Redwood tip ceviche. In the spring, the redwoods have young growth that is soft, edible and packed with citric acid. It’s a pop of vegetal acidity unlike anything else.
Lonza pizza: My friend Dario owns a deli, and he let me sample some lonza (salumi made from whole pork loin). Lonza isn’t on many pizza menus, but then again Dario isn’t friends with many pizza chefs.
This is a skill that you develop over time. But in the process, you learn more about your city. You learn to love your city. My love for San Francisco is so much stronger than it ever was, and that’s in part to the fun I’ve had learning (and failing!) to incorporate local ingredients.
Smoked Fish Dashi Recipe
To illustrate how you can develop a love for local, I’d like to introduce a smoked fish dashi recipe that can solve the woes of all you ramen chefs without niboshi. I learned about this technique while staging at Slurp Ramen Joint in Copenhagen. Slurp Ramen Joint was established in a city with near-zero Japanese restaurants and very few suppliers of Japanese ingredients. Needless to say, you couldn’t buy niboshi at the corner store.

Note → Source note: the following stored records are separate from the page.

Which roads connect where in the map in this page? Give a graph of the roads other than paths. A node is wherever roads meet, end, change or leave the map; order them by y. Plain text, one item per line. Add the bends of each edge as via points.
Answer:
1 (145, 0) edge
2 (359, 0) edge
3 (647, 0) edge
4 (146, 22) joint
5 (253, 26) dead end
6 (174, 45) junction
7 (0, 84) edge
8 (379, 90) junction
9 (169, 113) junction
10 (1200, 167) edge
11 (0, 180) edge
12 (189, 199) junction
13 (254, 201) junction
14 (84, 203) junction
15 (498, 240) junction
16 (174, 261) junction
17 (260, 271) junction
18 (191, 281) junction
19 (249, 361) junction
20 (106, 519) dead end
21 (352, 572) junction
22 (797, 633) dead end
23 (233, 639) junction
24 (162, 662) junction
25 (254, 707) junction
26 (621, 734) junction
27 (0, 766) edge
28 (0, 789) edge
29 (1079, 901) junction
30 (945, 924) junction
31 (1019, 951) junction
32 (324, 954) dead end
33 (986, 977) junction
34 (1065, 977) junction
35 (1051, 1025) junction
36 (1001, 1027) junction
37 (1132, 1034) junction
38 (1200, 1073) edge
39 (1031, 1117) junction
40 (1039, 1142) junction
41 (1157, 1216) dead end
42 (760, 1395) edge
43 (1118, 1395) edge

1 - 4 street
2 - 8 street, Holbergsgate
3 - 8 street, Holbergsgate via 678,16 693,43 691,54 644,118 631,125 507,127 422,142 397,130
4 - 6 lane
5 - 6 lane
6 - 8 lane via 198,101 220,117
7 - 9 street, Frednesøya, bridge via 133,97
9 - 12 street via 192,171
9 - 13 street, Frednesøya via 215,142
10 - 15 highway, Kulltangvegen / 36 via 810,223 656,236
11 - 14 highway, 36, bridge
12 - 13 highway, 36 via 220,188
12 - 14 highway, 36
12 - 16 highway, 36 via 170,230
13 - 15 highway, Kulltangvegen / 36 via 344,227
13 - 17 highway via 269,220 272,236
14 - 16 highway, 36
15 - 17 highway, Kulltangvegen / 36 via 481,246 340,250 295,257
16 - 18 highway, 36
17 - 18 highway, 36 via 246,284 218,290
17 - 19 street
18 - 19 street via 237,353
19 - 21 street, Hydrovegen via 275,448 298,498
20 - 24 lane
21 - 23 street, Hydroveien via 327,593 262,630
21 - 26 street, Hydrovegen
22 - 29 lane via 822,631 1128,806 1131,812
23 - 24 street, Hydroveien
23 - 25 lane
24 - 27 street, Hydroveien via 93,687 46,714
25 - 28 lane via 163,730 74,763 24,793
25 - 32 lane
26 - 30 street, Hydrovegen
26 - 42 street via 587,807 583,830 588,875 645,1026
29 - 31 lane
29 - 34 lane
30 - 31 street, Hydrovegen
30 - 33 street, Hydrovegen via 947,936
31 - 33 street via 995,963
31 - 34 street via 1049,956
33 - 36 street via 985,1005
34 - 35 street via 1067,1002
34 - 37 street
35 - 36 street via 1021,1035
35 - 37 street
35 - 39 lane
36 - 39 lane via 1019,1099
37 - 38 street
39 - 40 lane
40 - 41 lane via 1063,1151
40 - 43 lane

But Copenhagen is a seafood mecca. Buying fresh, young sardines is straightforward. And smoking them in-house is kinda fun! So Slurp Ramen Joint would smoke their own sardines and add them to a seafood-based ramen broth.
This recipe is not Slurp Ramen Joint’s recipe. First, it’s a dashi rather than an entire seafood broth (though I do incorporate it with another seafood dashi for my shio ramen). Second, it’s a template for you to be local — to replace the sardines with ingredients that are fresh, easy to acquire, and effective at adding pungency to your dashi. Let’s get to it.
Ingredients
This recipe makes about 1.5 liters of dashi.
1.8 liters water
500g local fish (oily fish preferred [e.g. sardines, mackerel, smelt, herring, or anchovies])

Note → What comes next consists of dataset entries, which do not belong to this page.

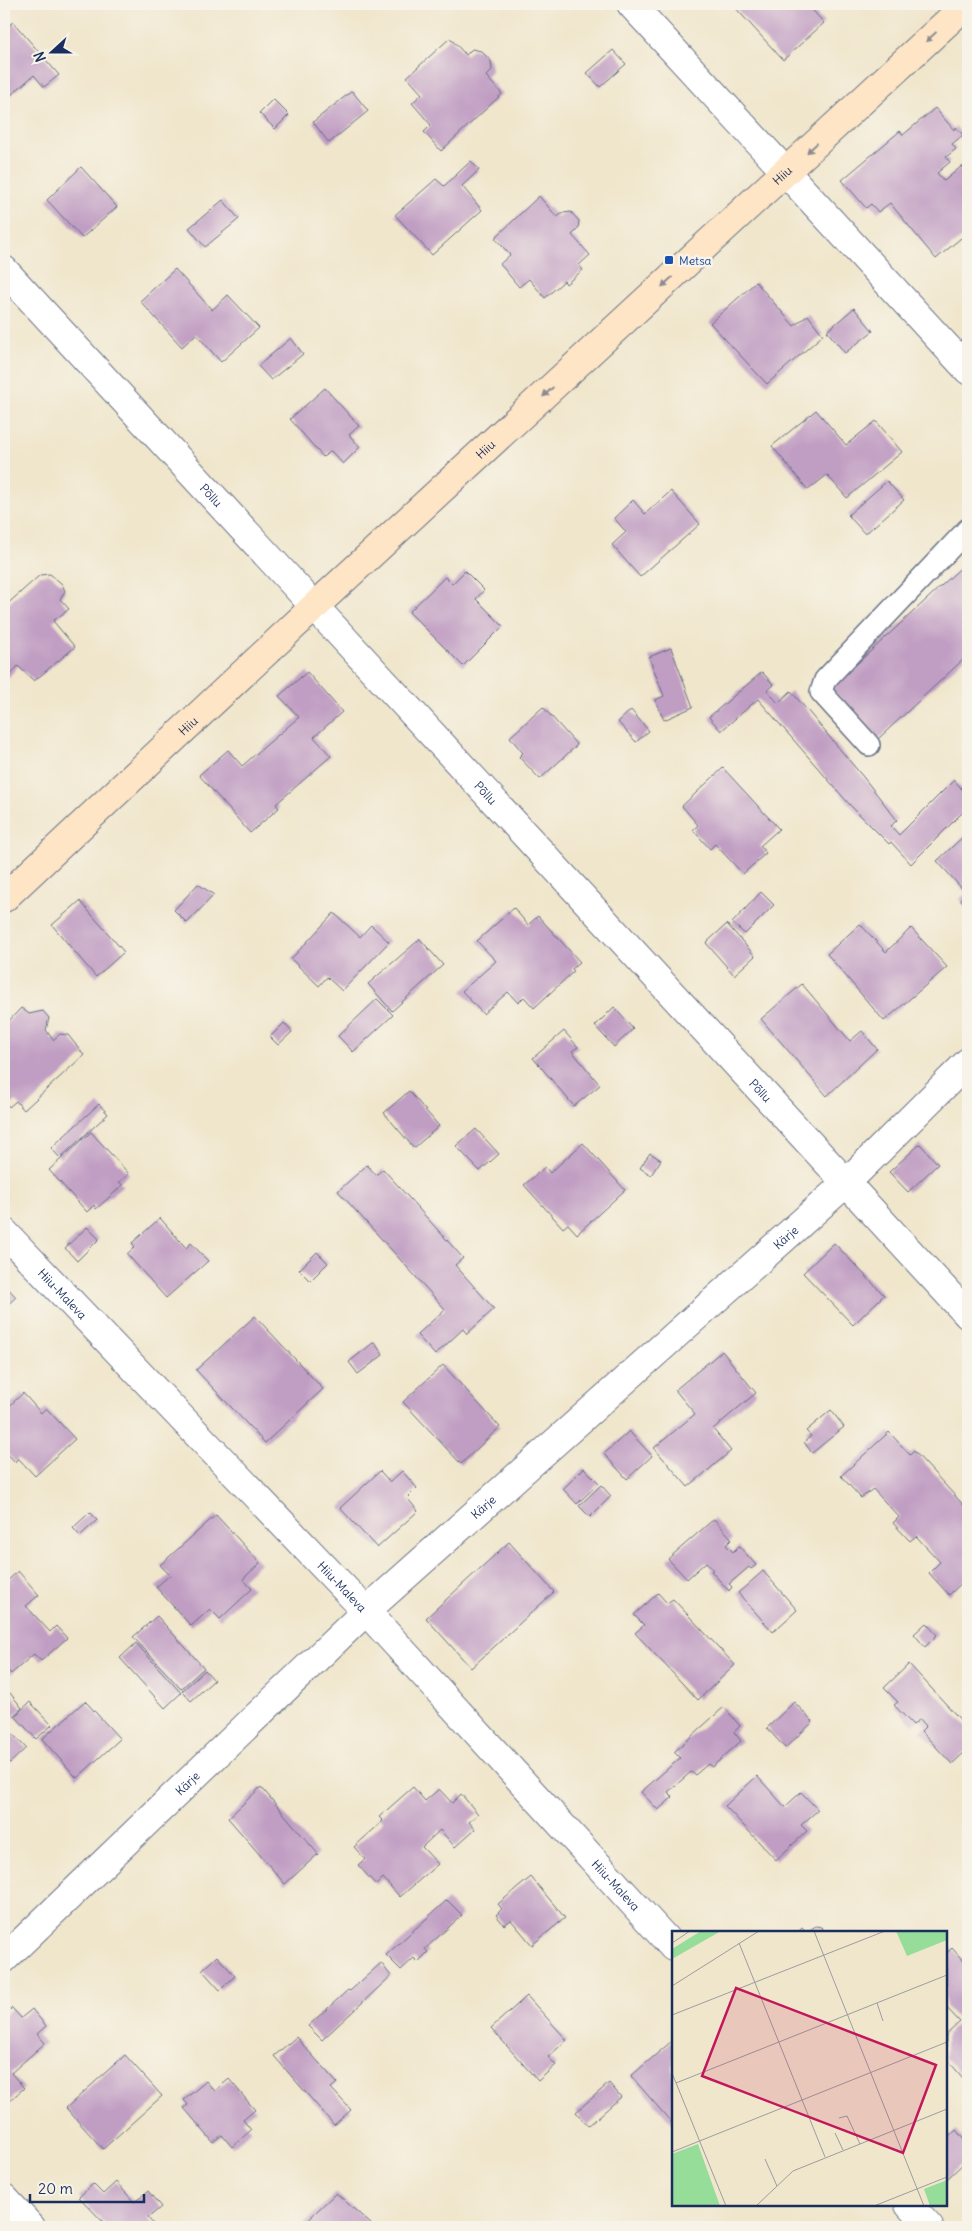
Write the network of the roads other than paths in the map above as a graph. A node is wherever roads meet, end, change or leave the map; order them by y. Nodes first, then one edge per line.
1 (631, 4) edge
2 (967, 4) edge
3 (786, 172) junction
4 (4, 270) edge
5 (968, 370) edge
6 (968, 528) edge
7 (314, 607) junction
8 (869, 745) dead end
9 (4, 898) edge
10 (968, 1062) edge
11 (846, 1183) junction
12 (4, 1232) edge
13 (968, 1316) edge
14 (366, 1611) junction
15 (672, 1946) edge
16 (4, 1959) edge
17 (4, 2198) edge
18 (910, 2206) edge
19 (31, 2227) edge
20 (929, 2227) edge

1 - 3 street
2 -> 3 street, Hiiu
3 - 5 street
3 -> 7 street, Hiiu
4 - 7 street, Põllu
6 - 8 lane
7 - 9 street, Hiiu
7 - 11 street, Põllu
10 - 11 street, Kärje
11 - 13 street, Põllu
11 - 14 street, Kärje
12 - 14 street, Hiiu-Maleva
14 - 15 street, Hiiu-Maleva
14 - 16 street, Kärje
17 - 19 street
18 - 20 street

30g kombu (or local seaweed)
30g shiitake or porcini mushroom (or local dried mushroom)
30g bonito flakes (thicker preferred, but you’ll need to go to a store like Nijiya for that)
Instructions: Smoking the fish
I don’t have a smoker. You don’t need one for this recipe. Here’s what I do instead. Once you smoke the fish, you can store them in the freezer for months, so feel free to make more than you need.

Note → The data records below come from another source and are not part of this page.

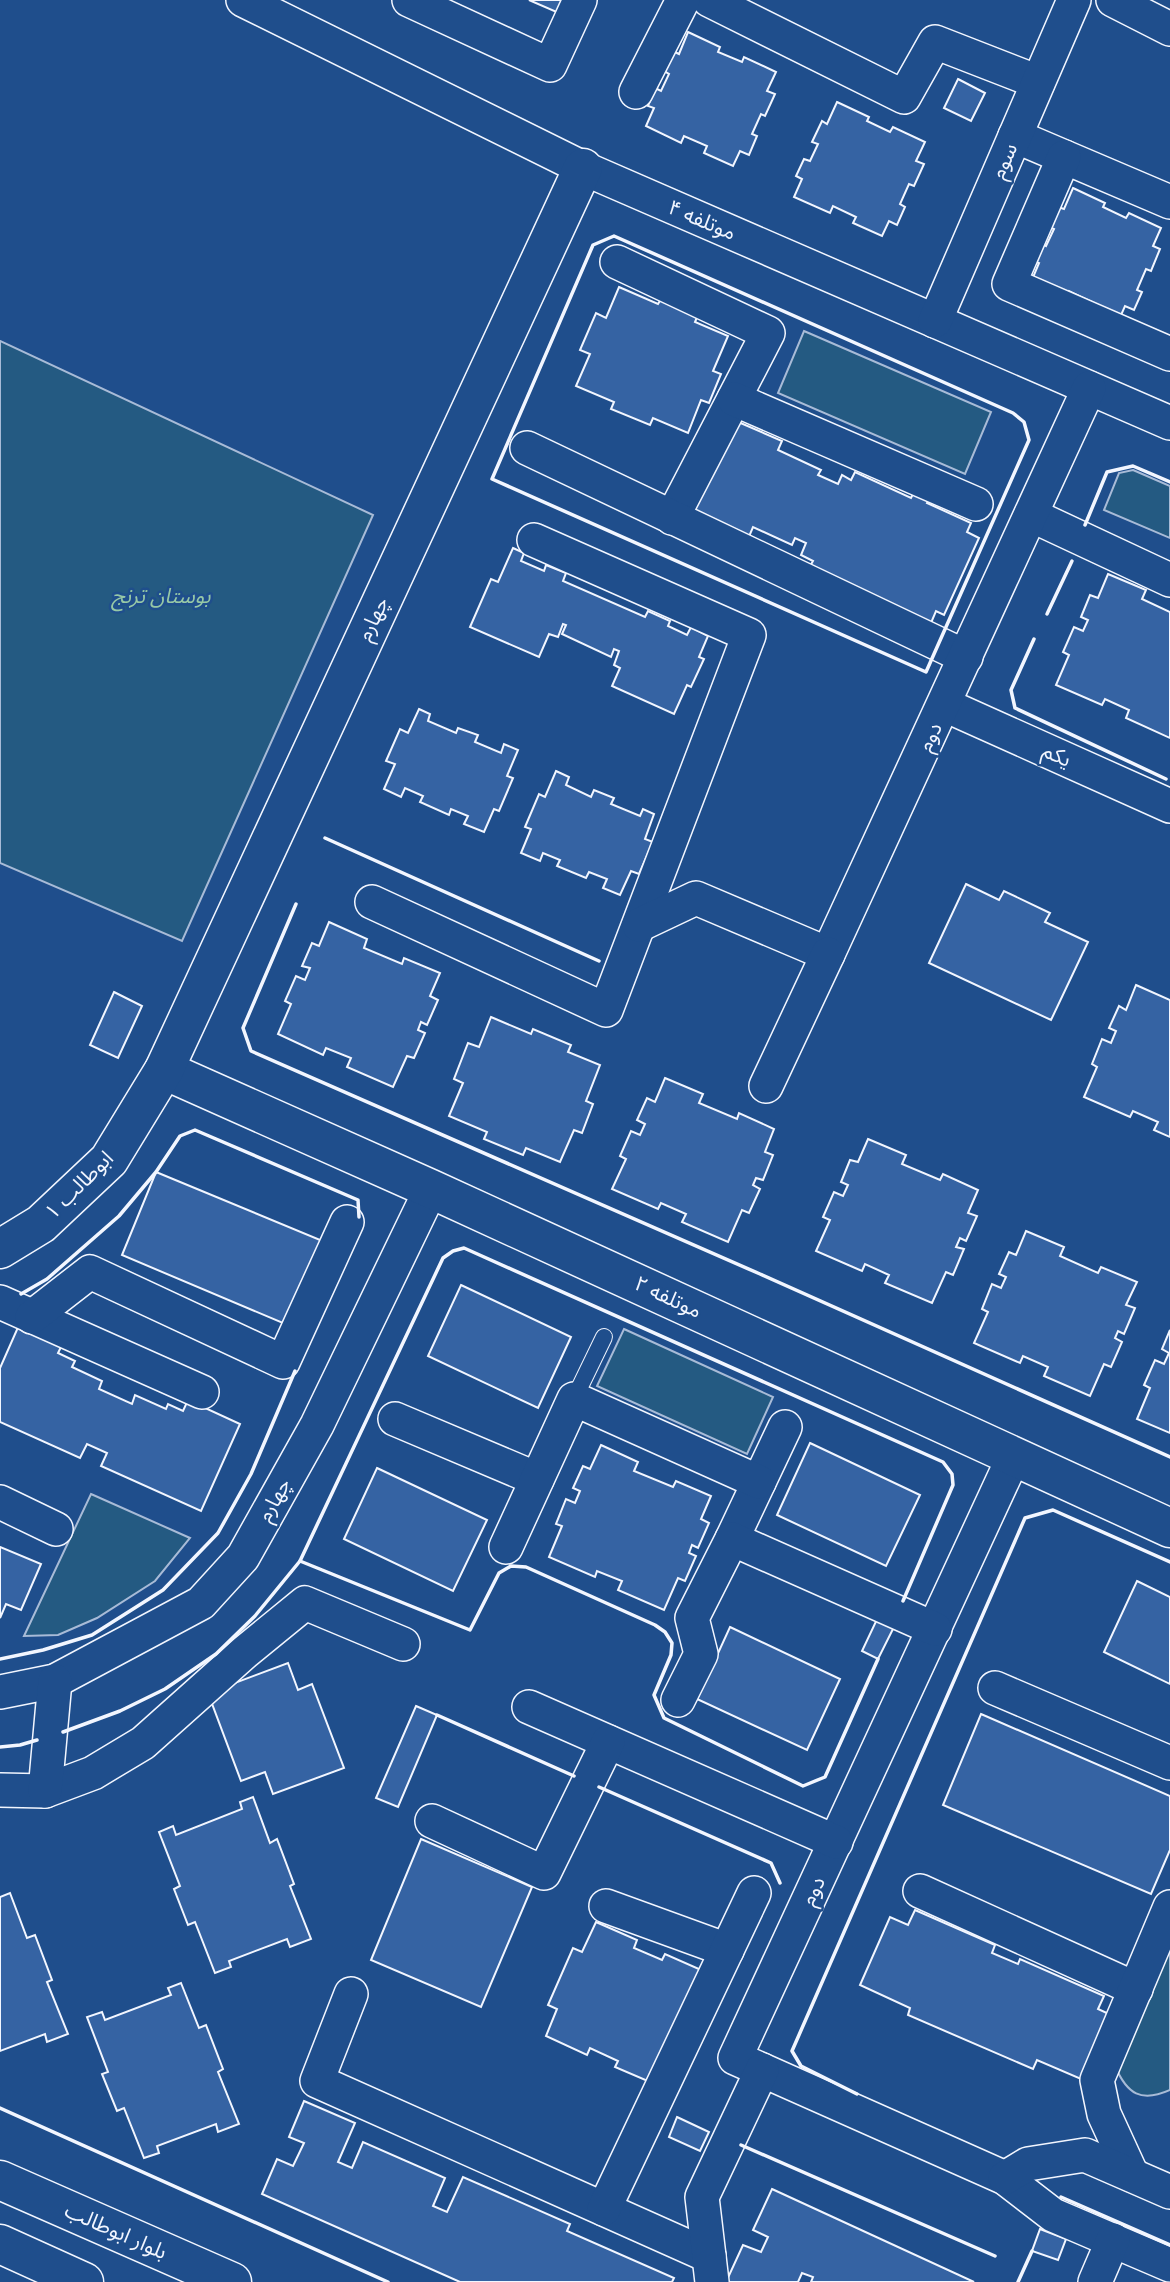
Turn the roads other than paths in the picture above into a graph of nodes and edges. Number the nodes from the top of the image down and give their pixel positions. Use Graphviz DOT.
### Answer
graph roads {
  1 [pos="243,0"];
  2 [pos="409,0"];
  3 [pos="580,0"];
  4 [pos="683,0"];
  5 [pos="709,0"];
  6 [pos="1074,0"];
  7 [pos="1123,2"];
  8 [pos="1170,29"];
  9 [pos="1038,82"];
  10 [pos="636,92"];
  11 [pos="1015,136"];
  12 [pos="1064,157"];
  13 [pos="583,168"];
  14 [pos="1170,202"];
  15 [pos="617,262"];
  16 [pos="935,321"];
  17 [pos="1170,354"];
  18 [pos="1089,388"];
  19 [pos="734,399"];
  20 [pos="1170,423"];
  21 [pos="527,448"];
  22 [pos="976,504"];
  23 [pos="1031,515"];
  24 [pos="673,518"];
  25 [pos="534,540"];
  26 [pos="1170,580"];
  27 [pos="966,657"];
  28 [pos="945,705"];
  29 [pos="1170,806"];
  30 [pos="372,902"];
  31 [pos="639,925"];
  32 [pos="828,954"];
  33 [pos="164,1070"];
  34 [pos="766,1086"];
  35 [pos="431,1189"];
  36 [pos="347,1222"];
  37 [pos="0,1249"];
  38 [pos="0,1303"];
  39 [pos="32,1317"];
  40 [pos="604,1337"];
  41 [pos="202,1392"];
  42 [pos="574,1399"];
  43 [pos="395,1419"];
  44 [pos="785,1427"];
  45 [pos="1014,1456"];
  46 [pos="537,1479"];
  47 [pos="759,1482"];
  48 [pos="0,1502"];
  49 [pos="1170,1528"];
  50 [pos="56,1529"];
  51 [pos="732,1539"];
  52 [pos="506,1547"];
  53 [pos="934,1629"];
  54 [pos="403,1644"];
  55 [pos="55,1681"];
  56 [pos="995,1688"];
  57 [pos="0,1692"];
  58 [pos="678,1700"];
  59 [pos="529,1707"];
  60 [pos="608,1742"];
  61 [pos="1170,1763"];
  62 [pos="0,1790"];
  63 [pos="45,1791"];
  64 [pos="432,1821"];
  65 [pos="836,1842"];
  66 [pos="920,1891"];
  67 [pos="754,1893"];
  68 [pos="606,1906"];
  69 [pos="1170,1907"];
  70 [pos="727,1950"];
  71 [pos="1136,1989"];
  72 [pos="351,1994"];
  73 [pos="761,2070"];
  74 [pos="1132,2175"];
  75 [pos="1004,2178"];
  76 [pos="0,2180"];
  77 [pos="1170,2192"];
  78 [pos="604,2209"];
  79 [pos="1113,2240"];
  80 [pos="0,2244"];
  81 [pos="1170,2265"];
  82 [pos="710,2269"];
  83 [pos="85,2282"];
  84 [pos="232,2282"];
  85 [pos="1095,2282"];
  1 -- 13 [label="street, موتلفه ۴"];
  2 -- 3 [label="street"];
  4 -- 10 [label="street"];
  5 -- 9 [label="street"];
  6 -- 9 [label="street, سوم"];
  7 -- 8 [label="street"];
  9 -- 11 [label="street, سوم"];
  11 -- 12 [label="street"];
  11 -- 16 [label="street, سوم"];
  12 -- 14 [label="street"];
  12 -- 17 [label="street"];
  13 -- 16 [label="street, موتلفه ۴"];
  13 -- 33 [label="street, چهارم"];
  15 -- 19 [label="street"];
  16 -- 18 [label="street, موتلفه ۴"];
  18 -- 20 [label="street, موتلفه ۴"];
  18 -- 23 [label="street, دوم"];
  19 -- 22 [label="street"];
  19 -- 24 [label="street"];
  21 -- 24 [label="street"];
  23 -- 26 [label="street"];
  23 -- 27 [label="street, دوم"];
  24 -- 27 [label="street"];
  25 -- 31 [label="street"];
  27 -- 28 [label="street, دوم"];
  28 -- 29 [label="street, یکم"];
  28 -- 32 [label="street, دوم"];
  30 -- 31 [label="street"];
  31 -- 32 [label="street"];
  32 -- 34 [label="street, دوم"];
  33 -- 35 [label="street, موتلفه ۲"];
  33 -- 37 [label="street, ابوطالب ۱"];
  35 -- 45 [label="street, موتلفه ۲"];
  35 -- 55 [label="street, چهارم"];
  36 -- 39 [label="street"];
  38 -- 39 [label="street"];
  39 -- 41 [label="street"];
  40 -- 42 [label="lane"];
  42 -- 46 [label="street"];
  42 -- 47 [label="street"];
  43 -- 46 [label="street"];
  44 -- 47 [label="street"];
  45 -- 49 [label="street, موتلفه ۲"];
  45 -- 53 [label="street, دوم"];
  46 -- 52 [label="street"];
  47 -- 51 [label="street"];
  48 -- 50 [label="street"];
  51 -- 53 [label="street"];
  51 -- 58 [label="street"];
  53 -- 65 [label="street, دوم"];
  54 -- 63 [label="street"];
  55 -- 57 [label="street, چهارم"];
  55 -- 63 [label="street"];
  56 -- 61 [label="street"];
  59 -- 60 [label="street"];
  60 -- 64 [label="street"];
  60 -- 65 [label="street"];
  62 -- 63 [label="street"];
  65 -- 73 [label="street, دوم"];
  66 -- 71 [label="street"];
  67 -- 70 [label="street"];
  68 -- 70 [label="street"];
  69 -- 71 [label="street"];
  70 -- 78 [label="street"];
  71 -- 74 [label="street"];
  72 -- 78 [label="street"];
  73 -- 75 [label="street, دوم"];
  73 -- 82 [label="street"];
  74 -- 75 [label="street"];
  74 -- 77 [label="street"];
  75 -- 79 [label="street, دوم"];
  76 -- 84 [label="street, بلوار ابوطالب"];
  78 -- 82 [label="street"];
  79 -- 81 [label="street, دوم"];
  79 -- 85 [label="street"];
  80 -- 83 [label="street"];
}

Gut the fish (i.e. remove the insides of the fish with your fingers or a knife), then soak the fish in cold water for one hour to clean the fish of blood.
Line the bottom of a cheap dutch oven or pot with a lid with aluminum foil. Place a handful of wood chips on the foil.
Wrap the lid of the dutch oven or pot with aluminum foil (to further prevent smoke from escaping).
Dry the fish thoroughly (e.g. with a paper towel), then put the fish (heads and all) on a steamer basket. The drying is to prevent excessive moisture (and steam) that will cook your fish too much before they take on the smoke.
With the dutch oven or pot on a stove on very low heat, ignite the wood chips with a blowtorch, then put the steamer basket with fish on top of the lit wood chips. Close the lid.
Smoke the fish for an hour, or until they become amber brown and pretty dry. There should be a trickle of smoke coming out of the pot, so keep that oven exhaust fan on. I recommend opening the dutch oven every 15 minutes to ensure the wood chips are still smoking.
Instructions: Making the Dashi
Cut slits in the kombu to increase surface area. It is easier to remove the kombu later when it is a single piece, so I recommend cutting the kombu to look like a comb.
Add the kombu and mushrooms to the water for at least an hour (preferably overnight). Keep in the fridge.
Cook the water, kombu, and mushrooms for one hour at 140ºf. For extra precision while cooking, I do this sous vide in a ziploc bag.
Remove the kombu, add the smoked fish, and increase the temperature to 176ºf. Once at 176ºf, cook for 40 minutes.
Strain, then pour the contents of the bag into a pot and add 30g bonito flakes. Let the katsuobushi soak for just 60 seconds and then strain with a fine strainer. I recommend doing this part as close as possible to when you serve the dashi.